# What you should do:
Within the data that follows, how many lines contain the word "family"? Reply with only the number.

# Information given:

↓↓↓

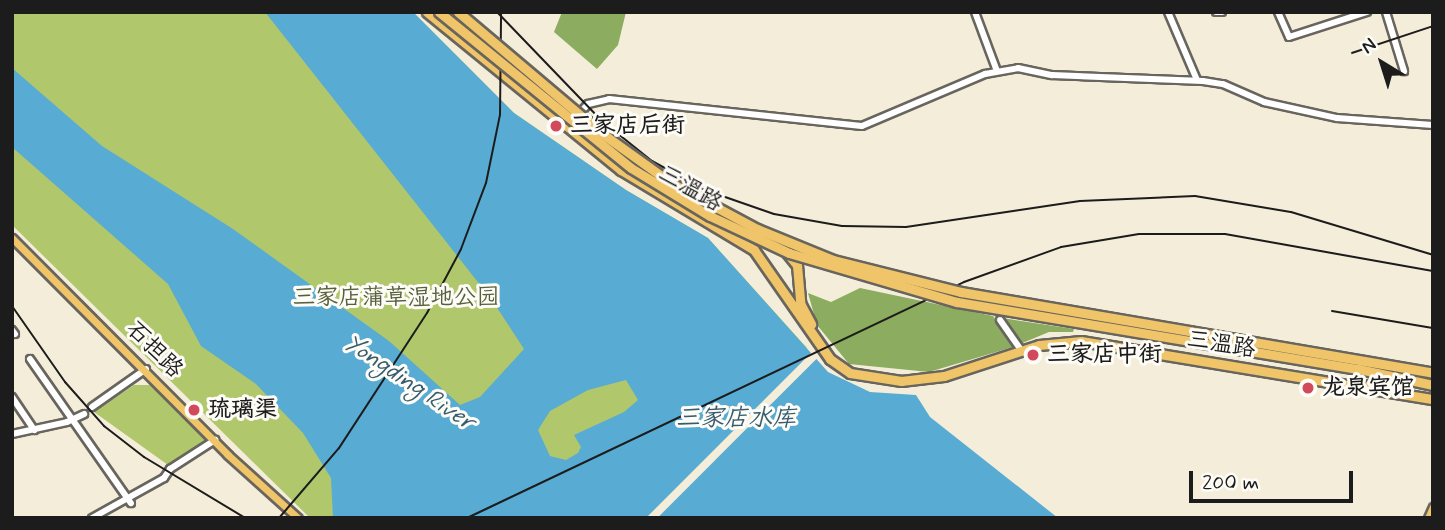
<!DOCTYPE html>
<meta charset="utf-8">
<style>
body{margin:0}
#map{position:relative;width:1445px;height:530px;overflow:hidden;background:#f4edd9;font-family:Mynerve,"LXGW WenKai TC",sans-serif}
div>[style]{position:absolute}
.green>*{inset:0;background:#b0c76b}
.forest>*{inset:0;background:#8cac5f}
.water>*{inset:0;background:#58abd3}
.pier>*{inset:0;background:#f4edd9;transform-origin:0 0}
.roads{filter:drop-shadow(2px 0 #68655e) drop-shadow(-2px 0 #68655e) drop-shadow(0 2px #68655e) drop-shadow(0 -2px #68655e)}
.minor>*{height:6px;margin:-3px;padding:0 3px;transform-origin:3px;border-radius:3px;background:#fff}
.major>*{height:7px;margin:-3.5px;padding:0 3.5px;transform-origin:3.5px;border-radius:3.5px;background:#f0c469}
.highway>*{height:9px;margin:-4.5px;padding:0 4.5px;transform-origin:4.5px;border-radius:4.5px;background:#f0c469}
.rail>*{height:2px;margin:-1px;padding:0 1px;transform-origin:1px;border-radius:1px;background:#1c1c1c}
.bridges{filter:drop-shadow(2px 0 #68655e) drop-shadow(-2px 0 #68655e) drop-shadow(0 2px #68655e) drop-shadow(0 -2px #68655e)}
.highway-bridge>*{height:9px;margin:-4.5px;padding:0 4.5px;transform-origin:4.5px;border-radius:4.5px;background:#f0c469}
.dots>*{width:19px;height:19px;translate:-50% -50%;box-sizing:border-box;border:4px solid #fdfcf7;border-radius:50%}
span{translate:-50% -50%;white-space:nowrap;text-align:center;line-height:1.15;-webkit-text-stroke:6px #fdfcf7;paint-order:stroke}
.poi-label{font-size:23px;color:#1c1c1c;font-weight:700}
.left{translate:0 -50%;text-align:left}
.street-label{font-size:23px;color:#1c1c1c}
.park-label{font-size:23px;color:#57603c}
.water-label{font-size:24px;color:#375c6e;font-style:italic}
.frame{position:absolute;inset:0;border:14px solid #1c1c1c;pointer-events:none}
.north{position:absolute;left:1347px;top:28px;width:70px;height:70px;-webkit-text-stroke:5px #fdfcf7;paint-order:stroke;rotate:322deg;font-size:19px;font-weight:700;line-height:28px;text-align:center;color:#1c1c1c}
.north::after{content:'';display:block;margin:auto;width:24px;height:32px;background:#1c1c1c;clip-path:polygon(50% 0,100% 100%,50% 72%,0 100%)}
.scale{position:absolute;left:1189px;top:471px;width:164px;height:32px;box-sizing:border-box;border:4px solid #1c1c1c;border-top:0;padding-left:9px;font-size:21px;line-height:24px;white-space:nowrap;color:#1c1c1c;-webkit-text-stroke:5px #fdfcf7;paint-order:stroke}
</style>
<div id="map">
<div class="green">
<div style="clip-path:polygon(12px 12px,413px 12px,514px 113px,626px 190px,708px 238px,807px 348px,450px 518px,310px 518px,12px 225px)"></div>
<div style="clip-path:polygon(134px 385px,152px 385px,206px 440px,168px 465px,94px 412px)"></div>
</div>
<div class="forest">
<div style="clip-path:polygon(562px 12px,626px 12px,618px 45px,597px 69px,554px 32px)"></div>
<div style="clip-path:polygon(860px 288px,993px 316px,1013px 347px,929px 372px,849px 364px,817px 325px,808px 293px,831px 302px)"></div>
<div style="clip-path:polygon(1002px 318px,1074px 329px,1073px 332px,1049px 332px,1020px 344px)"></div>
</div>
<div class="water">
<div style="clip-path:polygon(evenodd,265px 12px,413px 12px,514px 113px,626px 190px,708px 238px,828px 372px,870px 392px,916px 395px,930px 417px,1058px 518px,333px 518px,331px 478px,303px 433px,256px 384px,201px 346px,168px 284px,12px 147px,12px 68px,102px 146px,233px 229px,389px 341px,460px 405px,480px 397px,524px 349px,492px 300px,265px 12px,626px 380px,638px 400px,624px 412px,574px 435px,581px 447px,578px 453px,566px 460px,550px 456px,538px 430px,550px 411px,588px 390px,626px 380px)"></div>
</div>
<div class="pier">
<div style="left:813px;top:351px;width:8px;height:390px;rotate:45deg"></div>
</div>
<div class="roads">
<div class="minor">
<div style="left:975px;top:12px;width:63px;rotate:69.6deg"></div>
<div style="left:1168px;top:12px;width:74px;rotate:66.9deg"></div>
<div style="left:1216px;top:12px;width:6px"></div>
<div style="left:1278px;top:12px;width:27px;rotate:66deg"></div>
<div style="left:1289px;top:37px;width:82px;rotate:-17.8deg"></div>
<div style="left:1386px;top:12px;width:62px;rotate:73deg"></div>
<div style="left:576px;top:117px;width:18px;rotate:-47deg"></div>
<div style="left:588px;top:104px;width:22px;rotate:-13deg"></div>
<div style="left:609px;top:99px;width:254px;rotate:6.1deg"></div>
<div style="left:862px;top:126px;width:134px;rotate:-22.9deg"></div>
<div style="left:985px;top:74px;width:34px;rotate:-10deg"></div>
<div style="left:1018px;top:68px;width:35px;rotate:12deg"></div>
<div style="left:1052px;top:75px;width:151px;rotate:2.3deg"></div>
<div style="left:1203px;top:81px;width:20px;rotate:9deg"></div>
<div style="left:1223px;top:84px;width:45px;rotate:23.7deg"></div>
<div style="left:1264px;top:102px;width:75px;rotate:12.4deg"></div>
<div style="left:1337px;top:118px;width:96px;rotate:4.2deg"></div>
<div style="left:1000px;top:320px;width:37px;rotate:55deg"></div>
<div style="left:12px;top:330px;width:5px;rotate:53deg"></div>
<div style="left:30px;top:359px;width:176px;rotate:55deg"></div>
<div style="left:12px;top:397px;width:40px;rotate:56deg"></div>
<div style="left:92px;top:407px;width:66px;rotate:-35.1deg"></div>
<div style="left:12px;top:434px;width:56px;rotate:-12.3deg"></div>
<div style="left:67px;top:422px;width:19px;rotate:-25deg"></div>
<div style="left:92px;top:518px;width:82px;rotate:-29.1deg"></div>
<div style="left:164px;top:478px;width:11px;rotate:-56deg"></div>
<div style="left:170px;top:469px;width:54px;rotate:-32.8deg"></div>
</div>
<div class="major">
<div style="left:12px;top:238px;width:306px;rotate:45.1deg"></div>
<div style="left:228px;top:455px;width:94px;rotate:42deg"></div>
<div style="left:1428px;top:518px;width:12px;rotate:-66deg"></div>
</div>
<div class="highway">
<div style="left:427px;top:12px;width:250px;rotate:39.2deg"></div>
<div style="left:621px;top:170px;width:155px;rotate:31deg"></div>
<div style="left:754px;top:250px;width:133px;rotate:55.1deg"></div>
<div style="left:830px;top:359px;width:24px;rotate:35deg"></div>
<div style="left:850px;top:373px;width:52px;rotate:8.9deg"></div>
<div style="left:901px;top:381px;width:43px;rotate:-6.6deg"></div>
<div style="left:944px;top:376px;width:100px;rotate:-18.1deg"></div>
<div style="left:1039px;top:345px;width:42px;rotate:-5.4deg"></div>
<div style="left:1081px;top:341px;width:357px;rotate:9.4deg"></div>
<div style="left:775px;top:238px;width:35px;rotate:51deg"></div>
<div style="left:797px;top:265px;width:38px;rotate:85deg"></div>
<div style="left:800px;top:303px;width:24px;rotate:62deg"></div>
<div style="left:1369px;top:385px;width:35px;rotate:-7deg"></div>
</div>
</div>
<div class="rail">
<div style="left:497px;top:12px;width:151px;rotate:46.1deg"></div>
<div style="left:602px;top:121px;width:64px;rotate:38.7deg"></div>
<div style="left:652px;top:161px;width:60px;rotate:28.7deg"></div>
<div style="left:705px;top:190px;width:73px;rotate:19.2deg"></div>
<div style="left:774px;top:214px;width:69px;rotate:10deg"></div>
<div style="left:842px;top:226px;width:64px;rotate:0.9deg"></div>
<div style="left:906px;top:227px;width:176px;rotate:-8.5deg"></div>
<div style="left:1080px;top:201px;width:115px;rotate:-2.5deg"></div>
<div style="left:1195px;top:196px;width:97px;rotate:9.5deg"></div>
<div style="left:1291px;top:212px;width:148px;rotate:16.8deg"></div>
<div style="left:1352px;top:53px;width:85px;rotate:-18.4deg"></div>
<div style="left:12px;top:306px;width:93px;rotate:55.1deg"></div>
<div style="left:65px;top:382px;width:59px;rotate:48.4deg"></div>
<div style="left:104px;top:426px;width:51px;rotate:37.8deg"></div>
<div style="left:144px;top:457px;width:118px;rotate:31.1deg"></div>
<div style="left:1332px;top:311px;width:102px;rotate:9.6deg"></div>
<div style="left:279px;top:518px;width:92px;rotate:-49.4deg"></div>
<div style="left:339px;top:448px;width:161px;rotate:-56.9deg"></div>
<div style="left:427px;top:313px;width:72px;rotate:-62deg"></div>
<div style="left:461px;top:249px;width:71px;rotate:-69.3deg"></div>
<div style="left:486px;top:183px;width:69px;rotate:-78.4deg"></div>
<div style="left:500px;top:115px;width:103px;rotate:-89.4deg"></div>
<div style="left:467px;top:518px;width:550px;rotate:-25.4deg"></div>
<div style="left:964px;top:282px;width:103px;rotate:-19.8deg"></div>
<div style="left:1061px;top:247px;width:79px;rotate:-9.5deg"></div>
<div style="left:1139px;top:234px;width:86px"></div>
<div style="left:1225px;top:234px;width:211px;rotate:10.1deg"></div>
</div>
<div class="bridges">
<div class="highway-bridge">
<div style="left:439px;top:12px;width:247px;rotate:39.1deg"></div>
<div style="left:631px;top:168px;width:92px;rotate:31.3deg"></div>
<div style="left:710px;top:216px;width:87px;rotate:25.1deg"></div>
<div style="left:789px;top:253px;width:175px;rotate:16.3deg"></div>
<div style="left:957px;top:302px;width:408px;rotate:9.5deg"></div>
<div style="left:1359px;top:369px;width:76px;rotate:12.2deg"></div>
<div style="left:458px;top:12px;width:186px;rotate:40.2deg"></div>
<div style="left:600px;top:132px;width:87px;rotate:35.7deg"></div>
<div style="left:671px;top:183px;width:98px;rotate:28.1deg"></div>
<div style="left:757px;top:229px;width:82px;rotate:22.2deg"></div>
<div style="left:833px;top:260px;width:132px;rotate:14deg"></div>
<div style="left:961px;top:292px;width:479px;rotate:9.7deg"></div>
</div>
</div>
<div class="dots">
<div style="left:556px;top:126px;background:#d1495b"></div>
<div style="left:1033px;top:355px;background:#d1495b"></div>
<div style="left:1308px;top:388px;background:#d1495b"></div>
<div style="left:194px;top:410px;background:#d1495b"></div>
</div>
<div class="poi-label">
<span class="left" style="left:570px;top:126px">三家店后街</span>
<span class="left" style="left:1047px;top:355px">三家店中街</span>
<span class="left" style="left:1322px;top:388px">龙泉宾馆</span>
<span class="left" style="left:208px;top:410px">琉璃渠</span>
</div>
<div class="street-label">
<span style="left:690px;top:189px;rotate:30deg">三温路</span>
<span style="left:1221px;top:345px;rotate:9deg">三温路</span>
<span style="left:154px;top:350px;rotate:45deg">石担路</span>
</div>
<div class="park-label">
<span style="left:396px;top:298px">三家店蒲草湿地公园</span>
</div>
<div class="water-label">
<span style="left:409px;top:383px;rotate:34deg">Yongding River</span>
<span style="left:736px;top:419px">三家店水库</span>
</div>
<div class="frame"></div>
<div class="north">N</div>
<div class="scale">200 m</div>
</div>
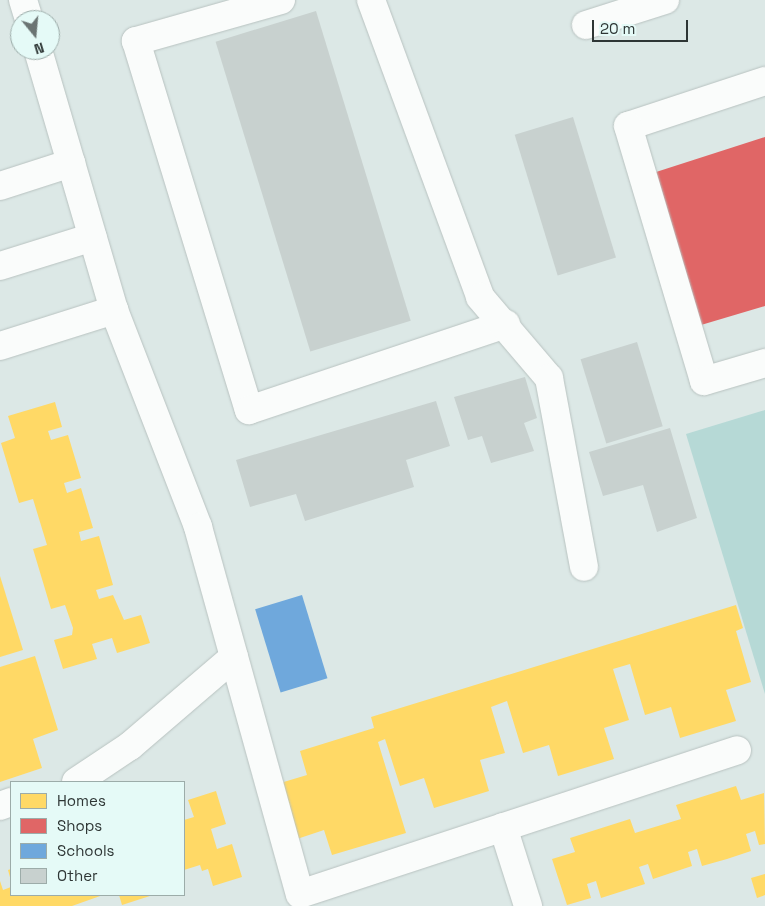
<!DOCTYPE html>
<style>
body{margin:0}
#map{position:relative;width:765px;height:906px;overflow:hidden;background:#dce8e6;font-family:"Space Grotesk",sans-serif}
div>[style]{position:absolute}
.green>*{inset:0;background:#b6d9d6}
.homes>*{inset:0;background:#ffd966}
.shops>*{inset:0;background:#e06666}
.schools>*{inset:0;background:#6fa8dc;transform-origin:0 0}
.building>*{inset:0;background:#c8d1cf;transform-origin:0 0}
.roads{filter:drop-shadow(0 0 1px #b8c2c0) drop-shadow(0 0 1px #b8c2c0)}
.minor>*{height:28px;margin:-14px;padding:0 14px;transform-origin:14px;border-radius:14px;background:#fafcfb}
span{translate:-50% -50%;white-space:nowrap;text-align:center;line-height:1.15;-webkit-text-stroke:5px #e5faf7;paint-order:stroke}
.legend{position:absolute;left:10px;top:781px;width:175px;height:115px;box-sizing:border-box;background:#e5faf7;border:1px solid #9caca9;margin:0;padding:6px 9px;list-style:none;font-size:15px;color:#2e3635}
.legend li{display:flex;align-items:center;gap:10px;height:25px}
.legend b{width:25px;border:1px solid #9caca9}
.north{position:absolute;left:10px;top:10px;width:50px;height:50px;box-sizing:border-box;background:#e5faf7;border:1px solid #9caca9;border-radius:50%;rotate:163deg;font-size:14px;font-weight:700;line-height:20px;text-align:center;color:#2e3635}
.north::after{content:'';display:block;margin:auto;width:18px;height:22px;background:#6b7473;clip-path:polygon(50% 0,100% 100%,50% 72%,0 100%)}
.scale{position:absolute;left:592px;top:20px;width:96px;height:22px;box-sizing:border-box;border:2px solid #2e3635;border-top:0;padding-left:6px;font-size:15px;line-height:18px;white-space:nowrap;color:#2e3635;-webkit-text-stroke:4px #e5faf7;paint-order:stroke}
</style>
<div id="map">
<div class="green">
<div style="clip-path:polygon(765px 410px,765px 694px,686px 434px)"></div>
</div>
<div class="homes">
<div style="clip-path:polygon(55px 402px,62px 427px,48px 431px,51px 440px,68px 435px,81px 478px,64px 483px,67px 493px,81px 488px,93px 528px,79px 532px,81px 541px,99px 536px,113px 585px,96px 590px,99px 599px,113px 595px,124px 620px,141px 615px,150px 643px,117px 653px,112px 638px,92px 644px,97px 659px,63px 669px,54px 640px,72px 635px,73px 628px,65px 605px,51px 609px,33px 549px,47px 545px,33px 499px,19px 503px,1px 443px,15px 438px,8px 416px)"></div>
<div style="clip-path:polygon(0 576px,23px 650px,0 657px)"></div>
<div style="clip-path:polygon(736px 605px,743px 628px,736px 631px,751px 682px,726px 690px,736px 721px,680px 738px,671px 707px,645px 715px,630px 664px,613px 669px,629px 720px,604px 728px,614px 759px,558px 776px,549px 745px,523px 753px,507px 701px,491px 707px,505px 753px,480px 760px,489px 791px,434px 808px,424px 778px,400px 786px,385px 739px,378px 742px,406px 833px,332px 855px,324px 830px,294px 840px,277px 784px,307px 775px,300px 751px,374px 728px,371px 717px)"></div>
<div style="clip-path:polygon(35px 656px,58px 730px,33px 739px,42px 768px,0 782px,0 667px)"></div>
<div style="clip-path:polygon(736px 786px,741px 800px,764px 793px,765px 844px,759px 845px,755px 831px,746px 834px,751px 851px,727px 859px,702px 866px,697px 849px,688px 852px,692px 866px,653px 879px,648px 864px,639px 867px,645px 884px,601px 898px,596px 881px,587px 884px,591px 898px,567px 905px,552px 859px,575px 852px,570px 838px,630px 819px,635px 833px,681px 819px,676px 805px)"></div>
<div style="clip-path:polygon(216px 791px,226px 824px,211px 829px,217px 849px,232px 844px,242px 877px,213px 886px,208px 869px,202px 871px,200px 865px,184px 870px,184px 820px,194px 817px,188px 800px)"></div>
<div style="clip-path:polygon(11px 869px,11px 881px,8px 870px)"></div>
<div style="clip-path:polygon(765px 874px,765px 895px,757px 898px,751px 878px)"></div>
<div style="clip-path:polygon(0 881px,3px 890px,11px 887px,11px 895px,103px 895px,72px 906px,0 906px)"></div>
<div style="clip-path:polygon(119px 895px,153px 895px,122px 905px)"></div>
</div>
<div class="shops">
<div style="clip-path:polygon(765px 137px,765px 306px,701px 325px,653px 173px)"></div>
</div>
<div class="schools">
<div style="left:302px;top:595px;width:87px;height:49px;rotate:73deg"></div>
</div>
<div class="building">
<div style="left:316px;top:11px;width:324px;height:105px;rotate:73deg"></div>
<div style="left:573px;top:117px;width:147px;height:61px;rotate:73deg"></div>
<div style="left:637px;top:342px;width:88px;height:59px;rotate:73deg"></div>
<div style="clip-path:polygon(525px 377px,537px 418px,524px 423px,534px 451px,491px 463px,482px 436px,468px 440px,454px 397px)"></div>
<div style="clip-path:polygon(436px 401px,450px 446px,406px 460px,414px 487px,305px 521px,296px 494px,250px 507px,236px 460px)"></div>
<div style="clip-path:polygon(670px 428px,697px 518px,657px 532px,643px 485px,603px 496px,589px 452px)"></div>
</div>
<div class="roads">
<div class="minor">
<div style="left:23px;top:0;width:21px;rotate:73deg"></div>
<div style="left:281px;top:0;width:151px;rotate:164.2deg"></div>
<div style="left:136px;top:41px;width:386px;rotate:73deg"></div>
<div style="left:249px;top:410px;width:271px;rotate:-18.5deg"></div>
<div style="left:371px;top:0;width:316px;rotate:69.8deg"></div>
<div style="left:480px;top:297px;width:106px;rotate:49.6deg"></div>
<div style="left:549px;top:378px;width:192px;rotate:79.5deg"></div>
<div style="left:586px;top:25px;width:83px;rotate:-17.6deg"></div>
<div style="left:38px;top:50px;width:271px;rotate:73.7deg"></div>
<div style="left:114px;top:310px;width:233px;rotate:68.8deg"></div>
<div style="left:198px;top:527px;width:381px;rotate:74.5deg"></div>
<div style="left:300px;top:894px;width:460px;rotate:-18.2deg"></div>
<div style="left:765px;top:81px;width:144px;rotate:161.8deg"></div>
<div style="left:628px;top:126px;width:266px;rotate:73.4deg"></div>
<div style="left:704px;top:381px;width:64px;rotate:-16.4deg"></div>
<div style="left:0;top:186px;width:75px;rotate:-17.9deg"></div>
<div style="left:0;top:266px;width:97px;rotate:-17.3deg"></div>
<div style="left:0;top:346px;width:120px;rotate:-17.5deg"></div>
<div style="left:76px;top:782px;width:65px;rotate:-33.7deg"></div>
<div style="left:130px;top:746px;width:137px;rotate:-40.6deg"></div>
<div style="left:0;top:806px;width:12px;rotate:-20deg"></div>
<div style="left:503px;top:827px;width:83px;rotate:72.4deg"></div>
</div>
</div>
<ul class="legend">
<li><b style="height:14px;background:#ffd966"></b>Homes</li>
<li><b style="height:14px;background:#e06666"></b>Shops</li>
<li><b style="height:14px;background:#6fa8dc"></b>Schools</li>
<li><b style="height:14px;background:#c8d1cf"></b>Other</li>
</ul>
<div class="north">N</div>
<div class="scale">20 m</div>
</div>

↑↑↑

# Output of the exercise:
2